Wall Street Journal'in şu veya bu hesapla predatör kumpası kurması hiç önemli değil.
Neoconlar, Yahudi lobisi, Obama'nın geleceği şu bu, hiç önemli değil.
Amerika'nın, Uludere benzeri bir işi Pakistan, Afganistan ya da Irak'ta yapmış olması hiç önemli değil.
Ortada bizim yaşadığımız bir facia var.
Uludere o.
34 can bizim uçaklarımızın bombardımanında paramparça olarak can vermiş.
Adı doğru veya yanlış, "katliam" konmuş. "Katliam" tanımlaması gelmiş, sizin yıllardır oluşturmaya çalıştığınız bütün iyi çabaların üstünden buldozer gibi geçmiş.
Annelerin yüreğine ateş düşmüş çünkü.
Bölge insanının yüreği darmadağın hale gelmiş çünkü.
Devletin kafası allak bullak olmuş. Terör devam ediyor ama Uludere, terörle mücadelede bir kırılma meydana getirmiş.
Devlet hatayı kabul etmiş, ailelere tazminat ödemiş.
Ama yara kapanmıyor.
Nasıl oldu bu iş? Hata kimde?
Aradan 5 ay geçmiş.
Sanki top, elden ele dolaşıyor ve zaman içinde unutulması bekleniyor gibi bir izlenime yol açıyor.
Belli ki bu böyle gitmez.
Ben hissimi söyleyeyim:
Sanki Cumhurbaşkanı, Başbakan ve Genelkurmay Başkanı, daha çok şey biliyorlar.
Muhtemelen süreçte nerede yanlış yapıldığını da biliyorlar.
Ama adını koymakta tereddüt ediyor ve asıl kararın yargı tarafından verilmesini istiyorlar.
Belki de, biraz zaman geçmesini ve yaraların kapanmasını bekliyorlar.

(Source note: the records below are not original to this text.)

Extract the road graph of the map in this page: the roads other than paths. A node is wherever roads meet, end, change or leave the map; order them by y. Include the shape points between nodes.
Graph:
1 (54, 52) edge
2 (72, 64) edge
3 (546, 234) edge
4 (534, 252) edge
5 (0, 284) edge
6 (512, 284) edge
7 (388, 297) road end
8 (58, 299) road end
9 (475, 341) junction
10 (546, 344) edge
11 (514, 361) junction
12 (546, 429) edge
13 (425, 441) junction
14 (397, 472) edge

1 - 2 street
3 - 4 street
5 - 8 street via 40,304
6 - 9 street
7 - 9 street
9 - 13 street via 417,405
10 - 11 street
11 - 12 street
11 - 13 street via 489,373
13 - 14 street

Umdukları gibi yaralar kısmen kapanırsa, Uludereliler'le, tazminat vs. gibi çabalarla, duygular tamir edilirse, her şeyin daha kolay izah edilebileceğini düşünüyorlar.
Ama iş bu tasarımdan daha vahim seyrediyor.

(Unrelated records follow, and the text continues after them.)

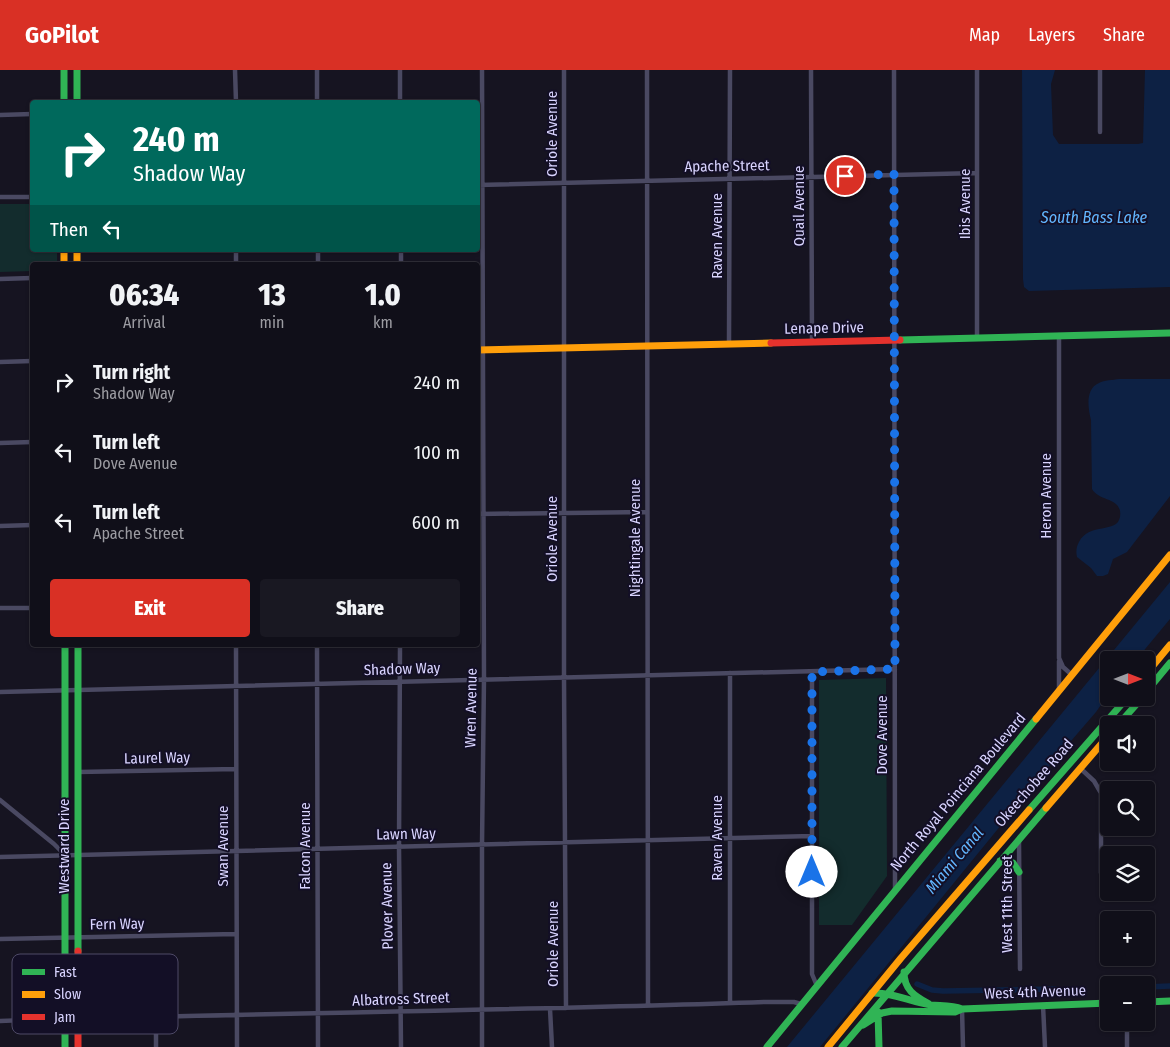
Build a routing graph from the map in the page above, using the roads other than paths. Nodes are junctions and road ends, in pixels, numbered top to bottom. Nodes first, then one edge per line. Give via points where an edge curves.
1 (64, 70) edge
2 (77, 70) edge
3 (235, 70) edge
4 (317, 70) edge
5 (400, 70) edge
6 (482, 70) edge
7 (564, 70) edge
8 (647, 70) edge
9 (730, 70) edge
10 (811, 70) edge
11 (894, 70) edge
12 (977, 70) edge
13 (1100, 70) edge
14 (64, 100) edge
15 (77, 100) edge
16 (236, 100) edge
17 (317, 100) edge
18 (400, 100) edge
19 (30, 114) edge
20 (0, 115) edge
21 (1100, 132) dead end
22 (977, 173) junction
23 (894, 174) junction
24 (812, 177) junction
25 (730, 178) junction
26 (646, 180) junction
27 (564, 182) junction
28 (480, 185) edge
29 (0, 197) edge
30 (30, 197) edge
31 (30, 278) edge
32 (0, 279) edge
33 (1170, 333) edge
34 (1059, 335) junction
35 (977, 338) junction
36 (895, 340) junction
37 (812, 342) junction
38 (729, 343) junction
39 (647, 346) junction
40 (565, 348) junction
41 (480, 350) edge
42 (30, 361) edge
43 (0, 362) edge
44 (30, 442) edge
45 (0, 443) edge
46 (647, 512) junction
47 (564, 513) junction
48 (480, 514) edge
49 (0, 526) edge
50 (30, 526) edge
51 (1170, 556) edge
52 (0, 608) edge
53 (30, 608) edge
54 (65, 647) edge
55 (78, 647) edge
56 (236, 647) edge
57 (318, 647) edge
58 (400, 647) edge
59 (1168, 648) edge
60 (1059, 658) junction
61 (1155, 663) edge
62 (1168, 665) edge
63 (895, 669) junction
64 (812, 672) junction
65 (730, 674) junction
66 (1072, 675) junction
67 (647, 676) junction
68 (484, 678) junction
69 (564, 678) junction
70 (1155, 681) edge
71 (400, 682) junction
72 (317, 684) junction
73 (236, 687) junction
74 (64, 690) junction
75 (78, 690) junction
76 (1059, 691) junction
77 (0, 692) edge
78 (1120, 706) edge
79 (1135, 706) edge
80 (1126, 716) edge
81 (1087, 743) junction
82 (1100, 745) edge
83 (1080, 768) junction
84 (236, 769) junction
85 (78, 772) junction
86 (0, 800) edge
87 (1025, 814) junction
88 (812, 836) junction
89 (730, 839) junction
90 (1019, 839) junction
91 (648, 840) junction
92 (565, 843) junction
93 (482, 845) junction
94 (1101, 846) edge
95 (399, 847) junction
96 (318, 849) junction
97 (236, 851) junction
98 (65, 855) junction
99 (78, 855) junction
100 (0, 857) edge
101 (1000, 861) junction
102 (1019, 872) junction
103 (895, 889) junction
104 (235, 934) junction
105 (78, 937) junction
106 (65, 938) junction
107 (0, 939) edge
108 (65, 954) edge
109 (78, 954) edge
110 (1020, 969) dead end
111 (904, 972) junction
112 (817, 986) junction
113 (887, 992) junction
114 (875, 993) junction
115 (1170, 1001) edge
116 (1155, 1002) edge
117 (730, 1003) junction
118 (1100, 1003) edge
119 (801, 1004) junction
120 (877, 1004) junction
121 (929, 1004) junction
122 (648, 1005) junction
123 (1043, 1005) junction
124 (566, 1008) junction
125 (550, 1009) junction
126 (962, 1009) junction
127 (482, 1010) junction
128 (400, 1011) junction
129 (318, 1014) junction
130 (237, 1015) junction
131 (878, 1015) junction
132 (178, 1016) edge
133 (858, 1027) junction
134 (1127, 1031) edge
135 (65, 1034) edge
136 (78, 1034) edge
137 (156, 1034) edge
138 (65, 1047) edge
139 (78, 1047) edge
140 (156, 1047) edge
141 (236, 1047) edge
142 (318, 1047) edge
143 (401, 1047) edge
144 (482, 1047) edge
145 (552, 1047) edge
146 (767, 1047) edge
147 (828, 1047) edge
148 (842, 1047) edge
149 (879, 1047) edge
150 (963, 1047) edge
151 (1045, 1047) edge
152 (1128, 1047) edge

1 - 14 main road
2 - 15 main road
3 - 16 street
4 - 17 street
5 - 18 street
6 - 28 street, Wren Avenue
7 - 27 street, Oriole Avenue
8 - 26 street, Nightingale Avenue
9 - 25 street, Raven Avenue
10 - 24 street, Quail Avenue
11 - 23 street, Dove Avenue
12 - 22 street, Ibis Avenue
13 - 21 street
19 - 20 street
22 - 23 street, Apache Street
22 - 35 street, Ibis Avenue
23 - 24 street, Apache Street
23 - 36 street, Dove Avenue
24 - 25 street, Apache Street
24 - 37 street, Quail Avenue
25 - 26 street, Apache Street
25 - 38 street, Raven Avenue
26 - 27 street, Apache Street
26 - 39 street, Nightingale Avenue
27 - 28 street, Apache Street
27 - 40 street, Oriole Avenue
28 - 41 street, Wren Avenue
29 - 30 street
31 - 32 street
33 - 34 main road, Lenape Drive
34 - 35 main road, Lenape Drive
34 - 60 street, Heron Avenue
35 - 36 main road, Lenape Drive
36 - 37 main road, Lenape Drive
36 - 63 street, Dove Avenue
37 - 38 main road, Lenape Drive
38 - 39 main road, Lenape Drive
39 - 40 main road, Lenape Drive
39 - 46 street, Nightingale Avenue
40 - 41 main road, Lenape Drive
40 - 47 street, Oriole Avenue
41 - 48 street, Wren Avenue
42 - 43 street
44 - 45 street
46 - 47 street
46 - 67 street, Nightingale Avenue
47 - 48 street
47 - 69 street, Oriole Avenue
48 - 68 street, Wren Avenue
49 - 50 street
51 - 66 main road, North Royal Poinciana Boulevard
52 - 53 street
54 - 74 main road, Westward Drive
55 - 75 main road, Westward Drive
56 - 73 street, Swan Avenue
57 - 72 street, Falcon Avenue
58 - 71 street, Plover Avenue
59 - 61 main road
59 - 62 main road
60 - 66 street
60 - 76 street, Heron Avenue
62 - 70 main road
63 - 64 street, Shadow Way
63 - 103 street, Dove Avenue
64 - 65 street, Shadow Way
64 - 88 street
65 - 67 street, Shadow Way
65 - 89 street, Raven Avenue
66 - 76 main road, North Royal Poinciana Boulevard
67 - 69 street, Shadow Way
67 - 91 street, Nightingale Avenue
68 - 69 street, Shadow Way
68 - 71 street, Shadow Way
68 - 93 street, Wren Avenue
69 - 92 street, Oriole Avenue
71 - 72 street, Shadow Way
71 - 95 street, Plover Avenue
72 - 73 street, Shadow Way
72 - 96 street, Falcon Avenue
73 - 75 street, Shadow Way
73 - 84 street, Swan Avenue
74 - 75 street, Shadow Way
74 - 77 street, Shadow Way
74 - 98 main road, Westward Drive
75 - 85 main road, Westward Drive
76 - 103 main road, North Royal Poinciana Boulevard
78 - 81 main road, Okeechobee Road
79 - 80 main road
81 - 83 main road
81 - 87 main road, Okeechobee Road
82 - 83 main road, Okeechobee Road
83 - 90 main road, Okeechobee Road
83 - 94 street via 1094,781 1100,793
84 - 85 street, Laurel Way
84 - 97 street, Swan Avenue
85 - 99 main road, Westward Drive
86 - 98 street
87 - 90 main road
87 - 114 main road, Okeechobee Road via 880,982
88 - 89 street, Lawn Way
88 - 112 street via 812,974
89 - 91 street, Lawn Way
89 - 117 street, Raven Avenue
90 - 101 main road, Okeechobee Road
90 - 102 street, West 11th Street
91 - 92 street, Lawn Way
91 - 122 street, Nightingale Avenue
92 - 93 street, Lawn Way
92 - 124 street, Oriole Avenue
93 - 95 street, Lawn Way
93 - 127 street, Wren Avenue
95 - 96 street, Lawn Way
95 - 128 street, Plover Avenue
96 - 97 street, Lawn Way
96 - 129 street, Falcon Avenue
97 - 99 street, Lawn Way
97 - 104 street, Swan Avenue
98 - 99 street, Lawn Way
98 - 100 street, Lawn Way
98 - 106 main road, Westward Drive
99 - 105 main road, Westward Drive
101 - 102 main road via 1013,862
101 - 111 main road, Okeechobee Road
102 - 110 street, West 11th Street
103 - 112 main road, North Royal Poinciana Boulevard
104 - 105 street, Fern Way
104 - 130 street, Swan Avenue
105 - 106 street, Fern Way
105 - 109 main road, Westward Drive
106 - 107 street, Fern Way
106 - 108 main road, Westward Drive
111 - 113 main road, Okeechobee Road
111 - 121 main road via 907,990
112 - 119 main road, North Royal Poinciana Boulevard
113 - 114 main road, West 4th Avenue
113 - 120 main road, Okeechobee Road
113 - 121 main road, West 4th Avenue
114 - 120 main road
114 - 147 main road
115 - 116 main road
117 - 119 street, Albatross Street
117 - 122 street, Albatross Street
118 - 123 main road, West 4th Avenue
119 - 146 main road, North Royal Poinciana Boulevard
120 - 131 main road
120 - 133 main road, Okeechobee Road
121 - 126 main road, West 4th Avenue via 954,1005
122 - 124 street, Albatross Street
123 - 126 main road, West 4th Avenue
123 - 151 street
124 - 125 street, Albatross Street
125 - 127 street, Albatross Street
125 - 145 street, Oriole Avenue
126 - 131 main road, West 4th Avenue via 955,1012 892,1011
126 - 150 street
127 - 128 street, Albatross Street
127 - 144 street, Wren Avenue
128 - 129 street, Albatross Street
128 - 143 street, Plover Avenue
129 - 130 street, Albatross Street
129 - 142 street, Falcon Avenue
130 - 132 street, Albatross Street
130 - 141 street, Swan Avenue
131 - 133 main road, West 4th Avenue
131 - 149 main road
133 - 148 main road, Okeechobee Road
134 - 152 street
135 - 138 main road, Westward Drive
136 - 139 main road, Westward Drive
137 - 140 street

Kumpas, dışarıdan içeriye lif lif örülen bir ağ gibi...
Yani, Uludere kanıyor.
Uludere kanarken, o sancılı sorunun çözülmesi neredeyse imkânsız.

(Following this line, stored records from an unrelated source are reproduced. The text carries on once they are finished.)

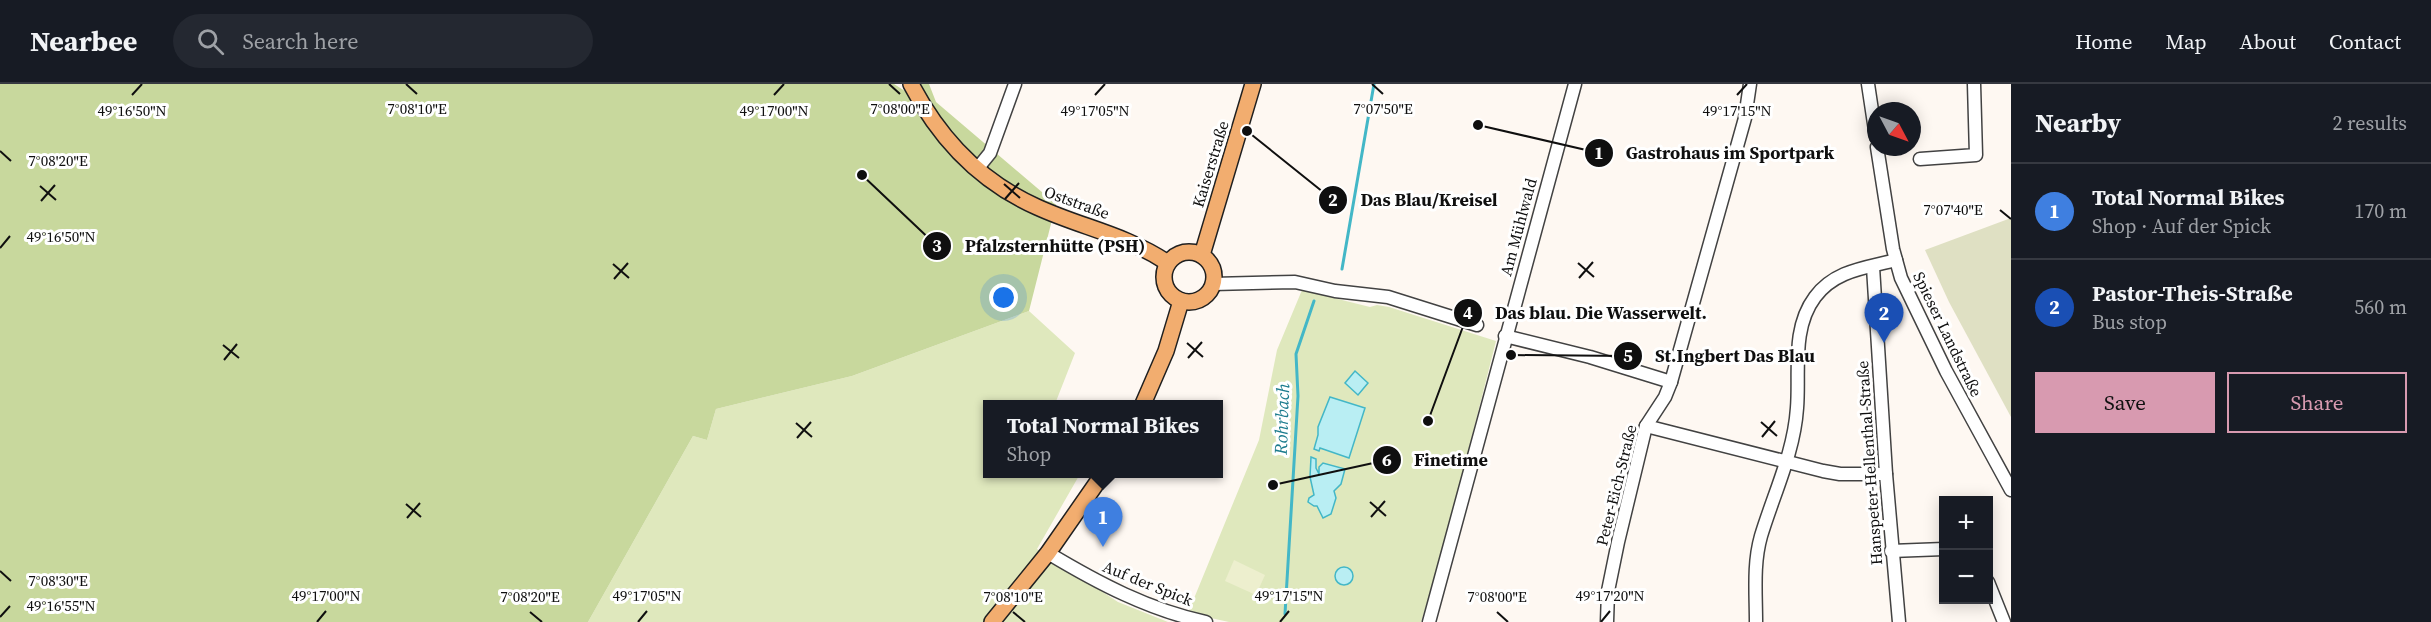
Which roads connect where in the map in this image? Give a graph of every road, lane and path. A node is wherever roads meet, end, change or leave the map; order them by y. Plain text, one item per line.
1 (911, 84) edge
2 (1015, 84) edge
3 (1253, 84) edge
4 (1575, 84) edge
5 (1750, 84) edge
6 (1868, 84) edge
7 (1974, 84) edge
8 (1871, 102) edge
9 (1878, 156) edge
10 (1920, 159) dead end
11 (977, 169) junction
12 (1202, 255) junction
13 (1896, 260) junction
14 (1168, 263) junction
15 (1873, 267) junction
16 (1213, 284) junction
17 (1181, 301) junction
18 (1477, 325) dead end
19 (1505, 336) junction
20 (1671, 382) junction
21 (1145, 400) edge
22 (1646, 426) junction
23 (1787, 463) junction
24 (1886, 474) junction
25 (1100, 478) edge
26 (2011, 490) edge
27 (1939, 549) edge
28 (1892, 551) junction
29 (1048, 553) junction
30 (1993, 593) edge
31 (992, 622) edge
32 (1206, 622) edge
33 (1429, 622) edge
34 (1607, 622) edge
35 (1756, 622) edge
36 (1899, 622) edge
37 (2004, 622) edge

1 - 11 main road, Oststraße
2 - 11 street
3 - 12 main road, Kaiserstraße
4 - 19 street, Am Mühlwald
5 - 20 street, Peter-Eich-Straße
6 - 8 street
7 - 10 street
9 - 13 street, Spieser Landstraße
11 - 14 main road, Oststraße
12 - 14 main road
12 - 16 main road
13 - 15 street
13 - 26 street, Spieser Landstraße
14 - 17 main road
15 - 23 street
15 - 24 street, Hanspeter-Hellenthal-Straße
16 - 17 main road
16 - 18 street
17 - 21 main road
19 - 20 street
19 - 33 street, Am Mühlwald
20 - 22 street, Peter-Eich-Straße
22 - 23 street
22 - 34 street, Peter-Eich-Straße
23 - 24 street
23 - 35 street
24 - 28 street, Hanspeter-Hellenthal-Straße
25 - 29 main road
27 - 28 street
28 - 36 street, Hanspeter-Hellenthal-Straße
29 - 31 main road
29 - 32 street, Auf der Spick
30 - 37 street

PKK kullanır onu, KCK kullanır, BDP kullanır.
"Kürtler vuruldu" diye yazılır, söylenir, "Bir özür bile dilenmedi" diye yazılır söylenir.
Ne Tayyip Erdoğan'ın karizması kapatır bu yarayı ne de yapılan bunca hizmet.
En vahimi üstünü kapatma algısı
Kolay değil, evlat acısını yürekte soğutmak.
"Üstünü kapatma" gibi bir görüntü daha da vahimleştirir üstelik ortamı.
Onun için, hükümet, olayı samimiyetle araştırmalı, sonuca ulaşmalı ve halkla paylaşmalı. Kim yanlış yapmışsa, hesabı sorulmalı ve resmen özür dilenmeli.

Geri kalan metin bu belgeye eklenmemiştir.